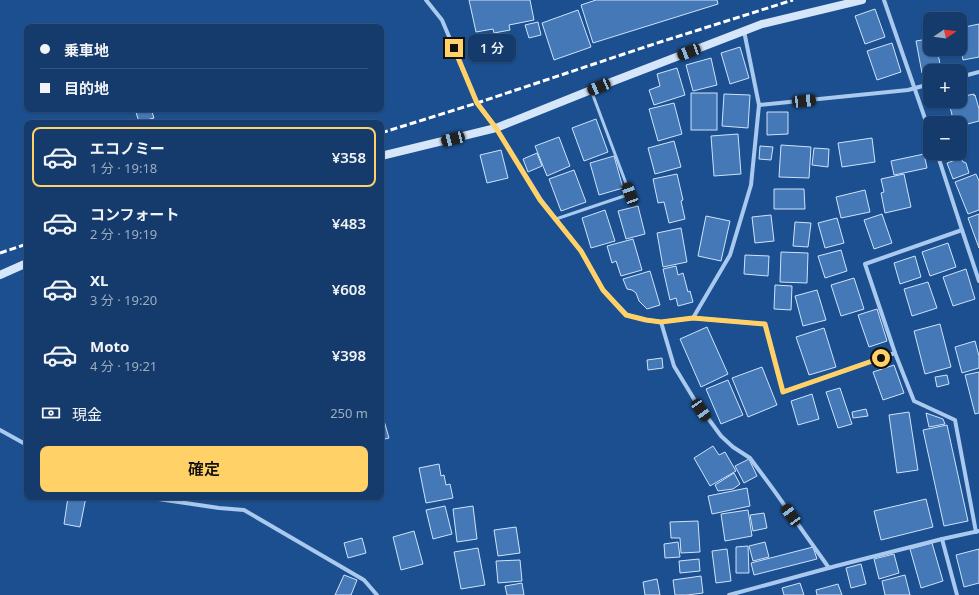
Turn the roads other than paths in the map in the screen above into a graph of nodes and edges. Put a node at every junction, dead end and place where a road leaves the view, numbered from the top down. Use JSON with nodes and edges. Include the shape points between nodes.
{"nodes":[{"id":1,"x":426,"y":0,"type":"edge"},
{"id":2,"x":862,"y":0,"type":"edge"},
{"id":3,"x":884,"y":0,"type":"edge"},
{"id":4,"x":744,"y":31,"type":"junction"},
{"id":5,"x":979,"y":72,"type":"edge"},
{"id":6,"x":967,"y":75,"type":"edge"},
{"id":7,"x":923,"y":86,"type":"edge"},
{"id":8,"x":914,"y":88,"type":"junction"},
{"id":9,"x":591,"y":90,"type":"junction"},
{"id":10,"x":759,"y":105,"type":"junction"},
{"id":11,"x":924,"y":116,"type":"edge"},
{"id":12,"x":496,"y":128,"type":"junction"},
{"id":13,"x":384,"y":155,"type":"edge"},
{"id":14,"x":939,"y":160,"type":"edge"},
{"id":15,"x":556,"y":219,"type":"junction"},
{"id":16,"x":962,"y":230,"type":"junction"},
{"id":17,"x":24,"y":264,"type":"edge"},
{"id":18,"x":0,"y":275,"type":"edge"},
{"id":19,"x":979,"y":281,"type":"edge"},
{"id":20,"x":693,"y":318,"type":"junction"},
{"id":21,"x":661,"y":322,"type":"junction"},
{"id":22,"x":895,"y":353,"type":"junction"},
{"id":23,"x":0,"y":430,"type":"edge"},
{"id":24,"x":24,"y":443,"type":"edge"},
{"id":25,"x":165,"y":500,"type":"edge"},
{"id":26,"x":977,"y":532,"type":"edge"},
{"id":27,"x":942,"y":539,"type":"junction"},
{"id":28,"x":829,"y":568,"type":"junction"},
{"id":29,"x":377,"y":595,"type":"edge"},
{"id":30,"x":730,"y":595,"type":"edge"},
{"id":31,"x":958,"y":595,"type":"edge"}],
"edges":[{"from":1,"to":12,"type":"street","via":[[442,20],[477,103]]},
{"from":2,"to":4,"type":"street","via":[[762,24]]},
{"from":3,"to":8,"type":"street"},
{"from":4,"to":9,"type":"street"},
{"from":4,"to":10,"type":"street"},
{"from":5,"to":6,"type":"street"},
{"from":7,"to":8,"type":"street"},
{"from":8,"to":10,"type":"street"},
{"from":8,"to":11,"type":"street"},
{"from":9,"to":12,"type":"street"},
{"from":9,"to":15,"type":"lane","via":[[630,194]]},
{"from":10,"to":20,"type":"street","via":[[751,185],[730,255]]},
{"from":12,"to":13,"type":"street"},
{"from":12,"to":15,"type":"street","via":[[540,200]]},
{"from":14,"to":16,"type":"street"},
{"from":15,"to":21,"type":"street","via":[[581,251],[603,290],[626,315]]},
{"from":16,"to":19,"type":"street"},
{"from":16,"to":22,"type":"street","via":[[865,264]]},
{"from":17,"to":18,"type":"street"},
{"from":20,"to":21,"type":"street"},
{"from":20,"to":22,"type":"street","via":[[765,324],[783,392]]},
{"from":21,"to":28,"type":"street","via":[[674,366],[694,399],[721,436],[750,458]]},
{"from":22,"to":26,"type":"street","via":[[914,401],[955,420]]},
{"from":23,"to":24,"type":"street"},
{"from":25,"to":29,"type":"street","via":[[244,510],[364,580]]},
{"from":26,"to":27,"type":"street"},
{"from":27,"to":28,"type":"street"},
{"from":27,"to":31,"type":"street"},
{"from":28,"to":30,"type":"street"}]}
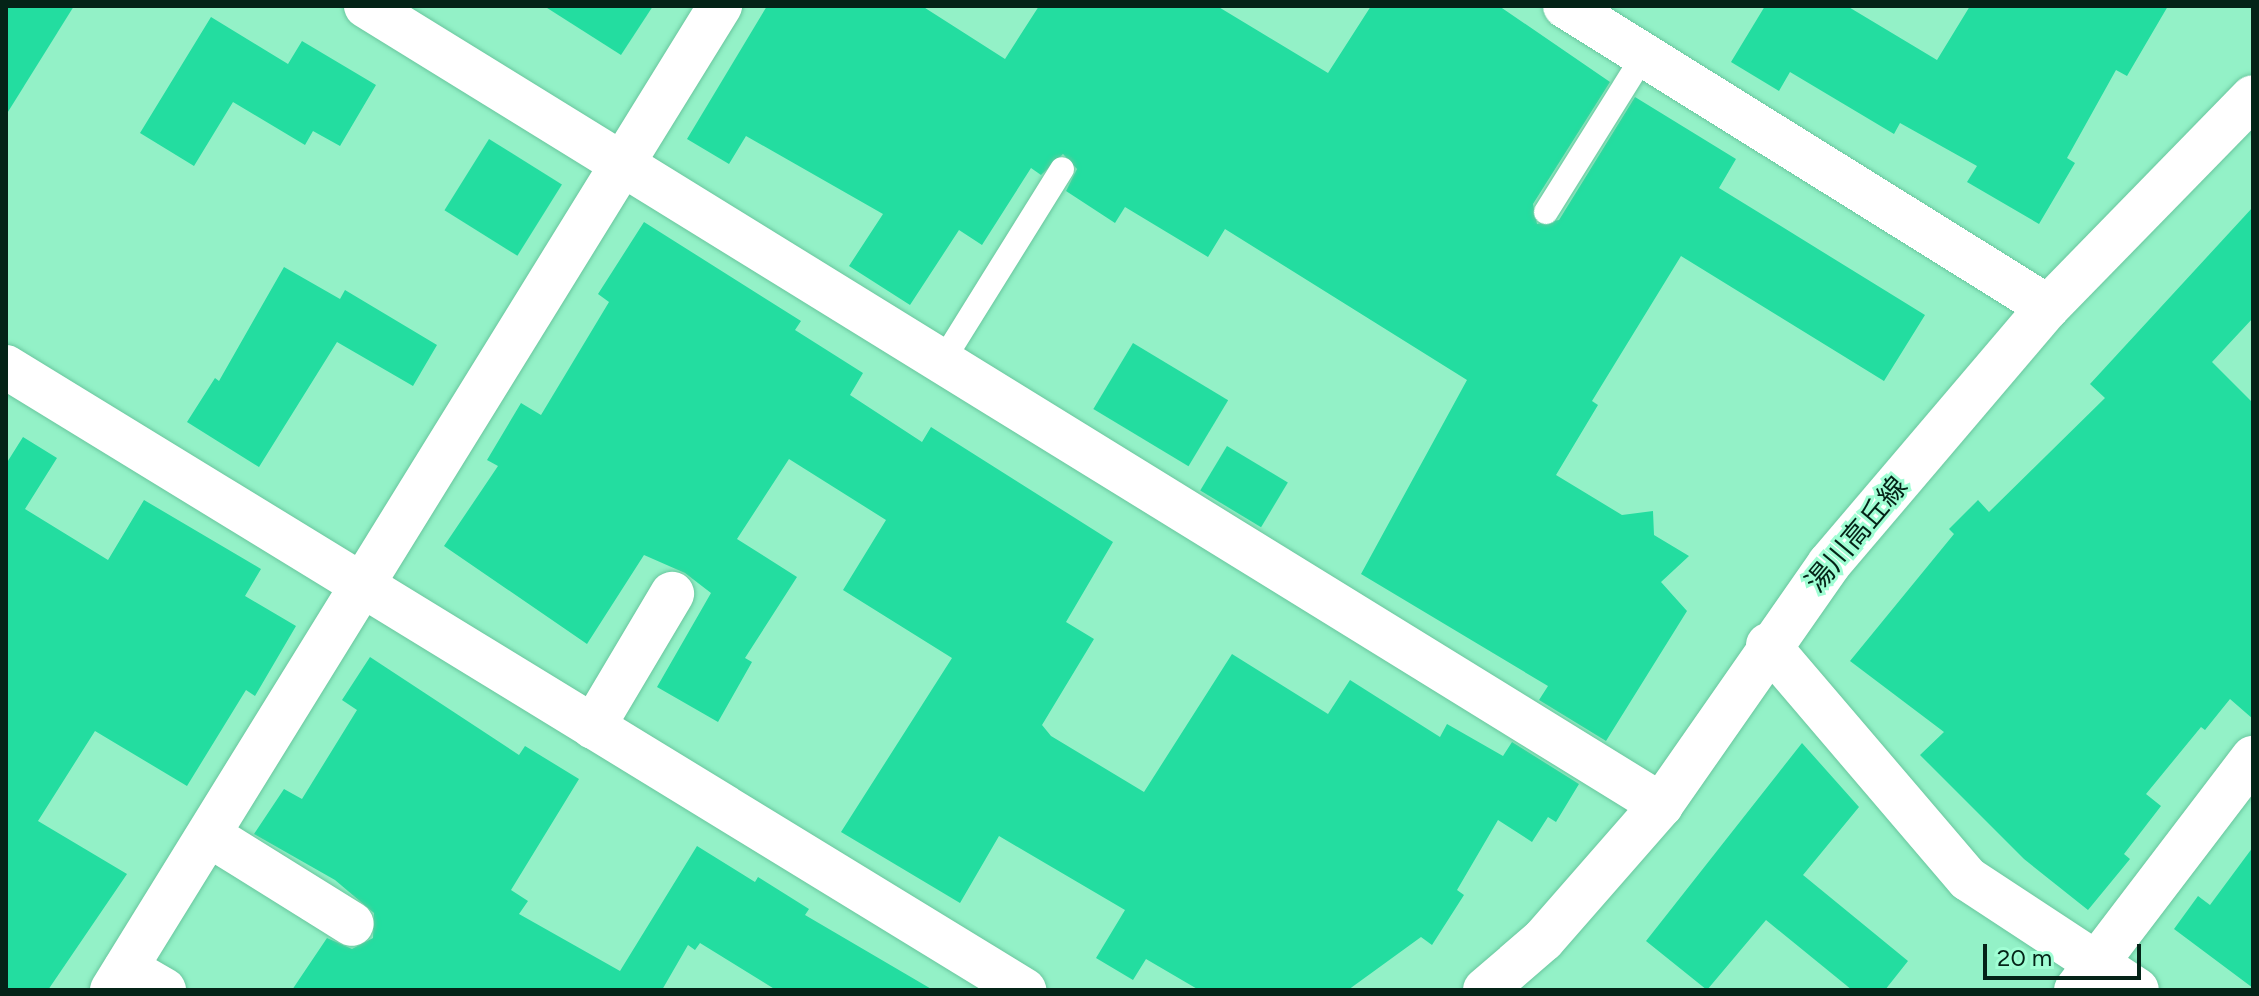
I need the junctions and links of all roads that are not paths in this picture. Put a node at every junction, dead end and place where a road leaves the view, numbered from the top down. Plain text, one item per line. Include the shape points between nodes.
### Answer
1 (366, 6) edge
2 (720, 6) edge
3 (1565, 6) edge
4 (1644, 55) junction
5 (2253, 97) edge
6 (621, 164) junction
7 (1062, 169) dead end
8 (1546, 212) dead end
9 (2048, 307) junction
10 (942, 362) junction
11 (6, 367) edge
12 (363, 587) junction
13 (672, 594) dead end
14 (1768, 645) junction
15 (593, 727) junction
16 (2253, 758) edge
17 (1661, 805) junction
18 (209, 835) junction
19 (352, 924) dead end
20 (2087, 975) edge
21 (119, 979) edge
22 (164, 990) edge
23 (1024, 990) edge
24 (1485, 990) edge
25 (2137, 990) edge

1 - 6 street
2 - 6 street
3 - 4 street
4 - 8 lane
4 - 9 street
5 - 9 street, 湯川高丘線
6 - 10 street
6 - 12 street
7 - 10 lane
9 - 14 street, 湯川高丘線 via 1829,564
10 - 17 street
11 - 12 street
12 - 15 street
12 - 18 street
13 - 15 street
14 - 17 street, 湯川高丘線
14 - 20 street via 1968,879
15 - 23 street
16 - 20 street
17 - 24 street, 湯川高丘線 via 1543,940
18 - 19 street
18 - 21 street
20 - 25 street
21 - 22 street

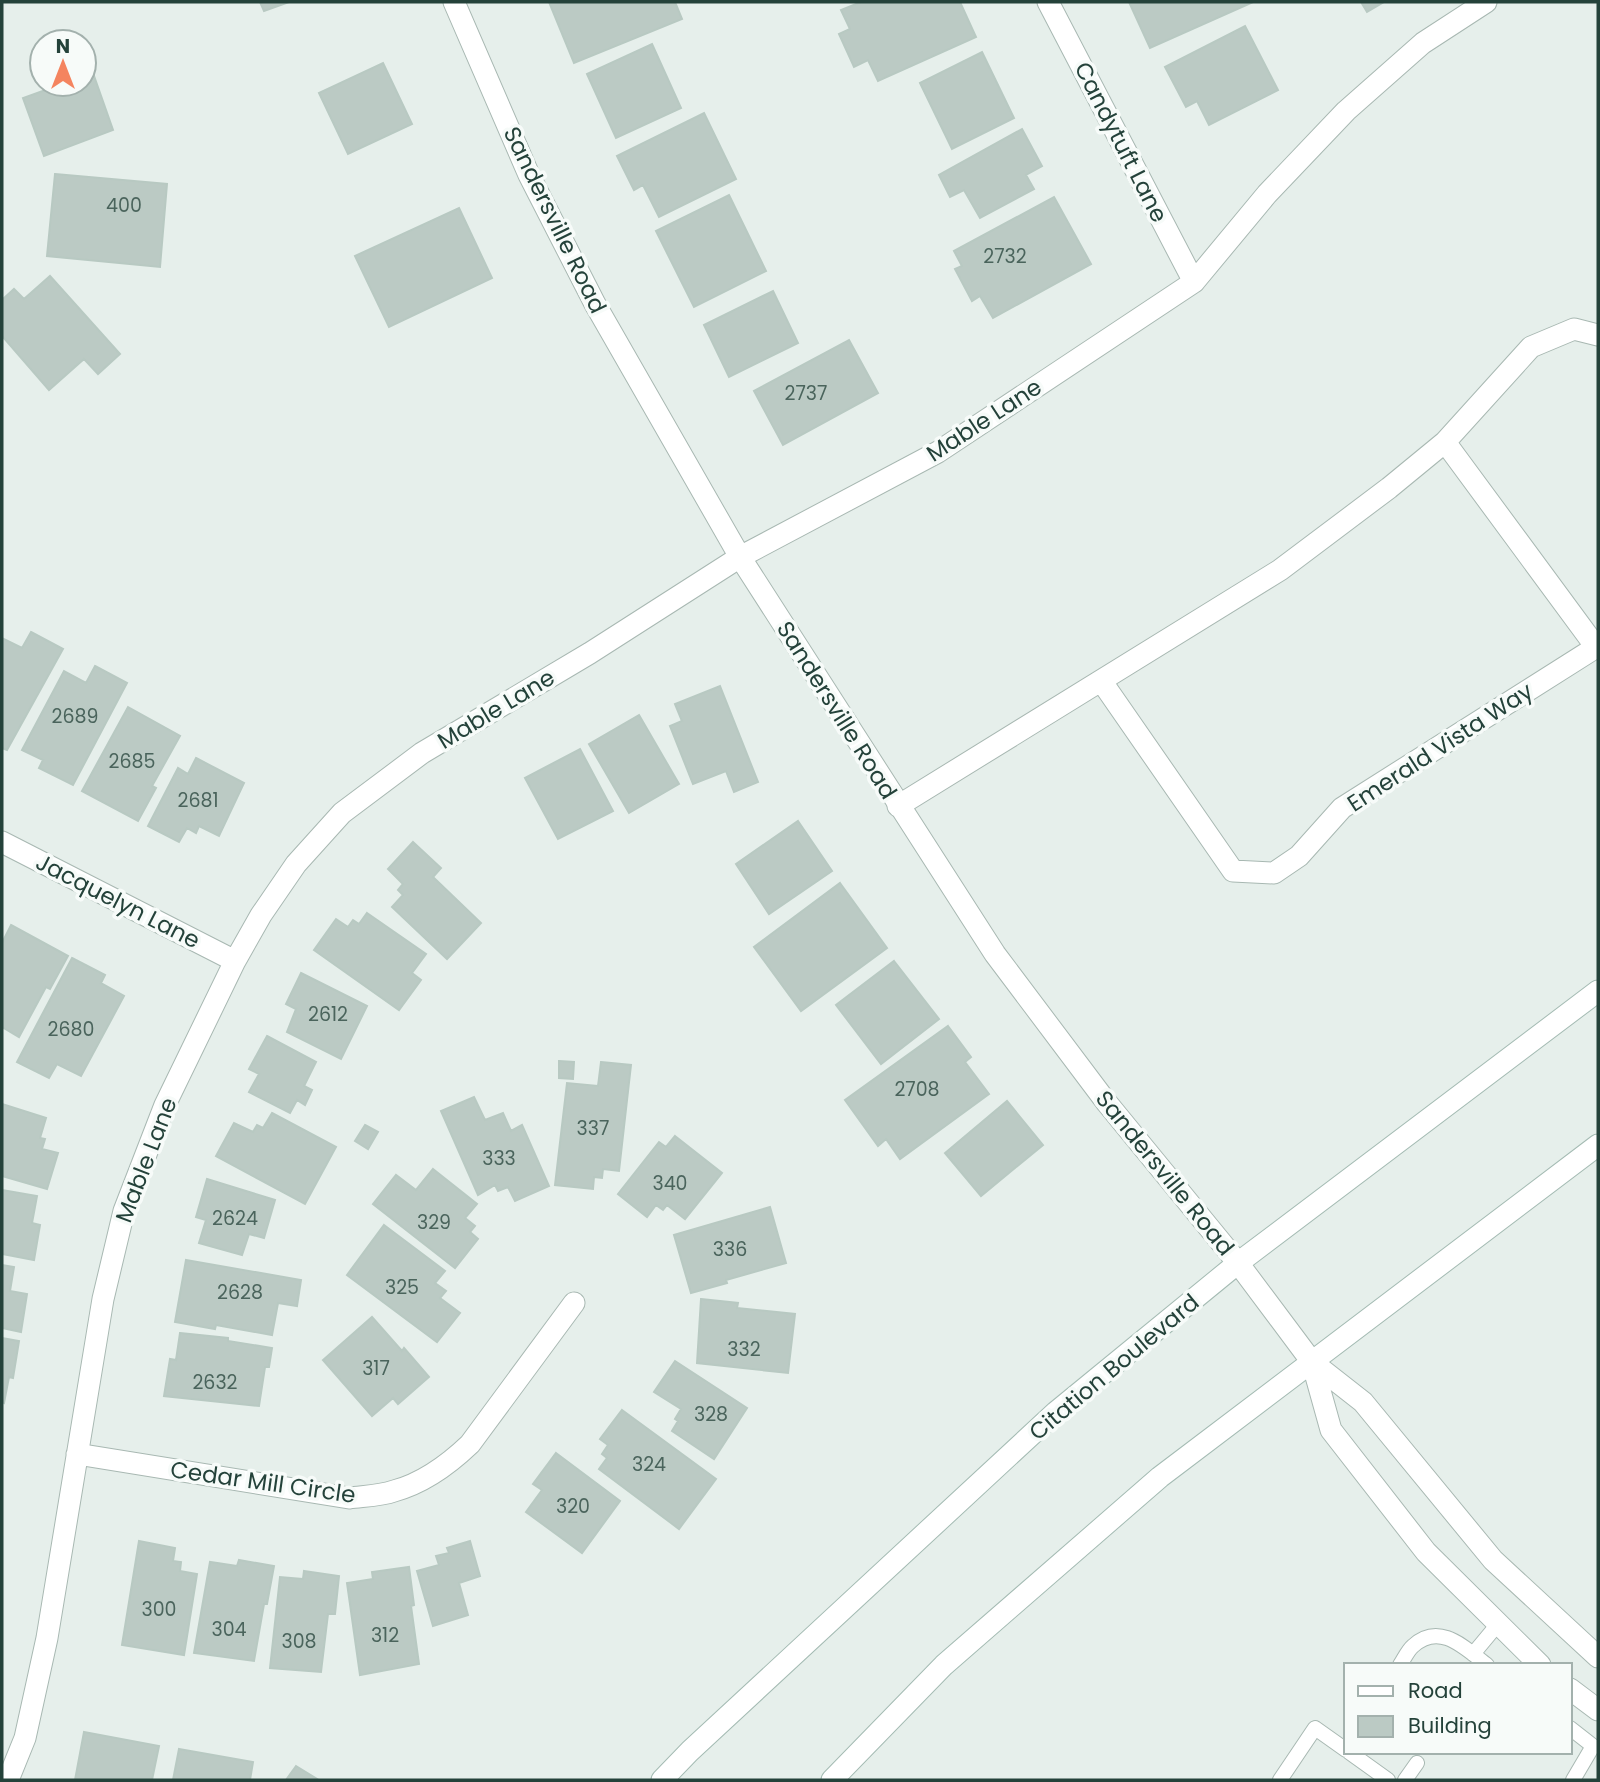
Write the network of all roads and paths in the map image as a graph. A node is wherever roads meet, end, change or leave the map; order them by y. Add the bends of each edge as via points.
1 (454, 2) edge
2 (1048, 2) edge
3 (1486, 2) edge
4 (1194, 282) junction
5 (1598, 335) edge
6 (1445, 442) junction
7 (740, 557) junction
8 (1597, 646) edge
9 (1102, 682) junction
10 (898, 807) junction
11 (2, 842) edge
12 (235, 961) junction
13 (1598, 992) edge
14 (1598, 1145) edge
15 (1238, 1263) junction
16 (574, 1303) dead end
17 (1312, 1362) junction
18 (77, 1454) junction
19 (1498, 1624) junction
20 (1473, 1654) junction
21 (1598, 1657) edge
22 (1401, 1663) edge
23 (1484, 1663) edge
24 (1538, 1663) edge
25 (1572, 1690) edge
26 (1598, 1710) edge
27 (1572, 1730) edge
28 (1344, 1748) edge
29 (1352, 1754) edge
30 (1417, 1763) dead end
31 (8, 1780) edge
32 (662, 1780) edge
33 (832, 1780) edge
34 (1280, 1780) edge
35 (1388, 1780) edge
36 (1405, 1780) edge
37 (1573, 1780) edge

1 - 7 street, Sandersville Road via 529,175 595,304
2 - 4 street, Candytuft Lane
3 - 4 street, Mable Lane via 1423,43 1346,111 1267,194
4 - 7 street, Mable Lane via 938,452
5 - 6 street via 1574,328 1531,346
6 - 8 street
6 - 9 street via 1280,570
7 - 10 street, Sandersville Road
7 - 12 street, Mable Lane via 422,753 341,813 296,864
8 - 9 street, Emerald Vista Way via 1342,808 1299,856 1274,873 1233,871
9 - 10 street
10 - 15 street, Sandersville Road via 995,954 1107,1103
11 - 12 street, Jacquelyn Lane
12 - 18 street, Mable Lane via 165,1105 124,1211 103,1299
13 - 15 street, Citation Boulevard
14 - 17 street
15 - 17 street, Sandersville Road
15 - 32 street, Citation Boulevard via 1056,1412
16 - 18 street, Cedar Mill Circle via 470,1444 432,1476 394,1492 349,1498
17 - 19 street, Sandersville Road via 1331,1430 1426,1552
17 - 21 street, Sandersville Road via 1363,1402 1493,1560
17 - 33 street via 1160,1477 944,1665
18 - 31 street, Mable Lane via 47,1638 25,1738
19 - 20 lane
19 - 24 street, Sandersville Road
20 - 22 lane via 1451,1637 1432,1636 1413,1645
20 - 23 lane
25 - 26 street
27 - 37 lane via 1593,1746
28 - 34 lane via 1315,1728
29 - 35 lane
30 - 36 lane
──────
Across the data, find each line that has "down" in it and copy that line.

Turn the roads other than paths in the map in the screen above into a graph of nodes and edges. Put a node at every junction, dead end and place where a road leaves the view, numbered from the top down. Use JSON with nodes and edges. Include the shape points between nodes.
I need the junctions and links of all roads that are not paths in this picture. Put a node at every junction, dead end and place where a road leaves the view, numbered from the top down. Plain text, one item per line. Include the shape points between nodes.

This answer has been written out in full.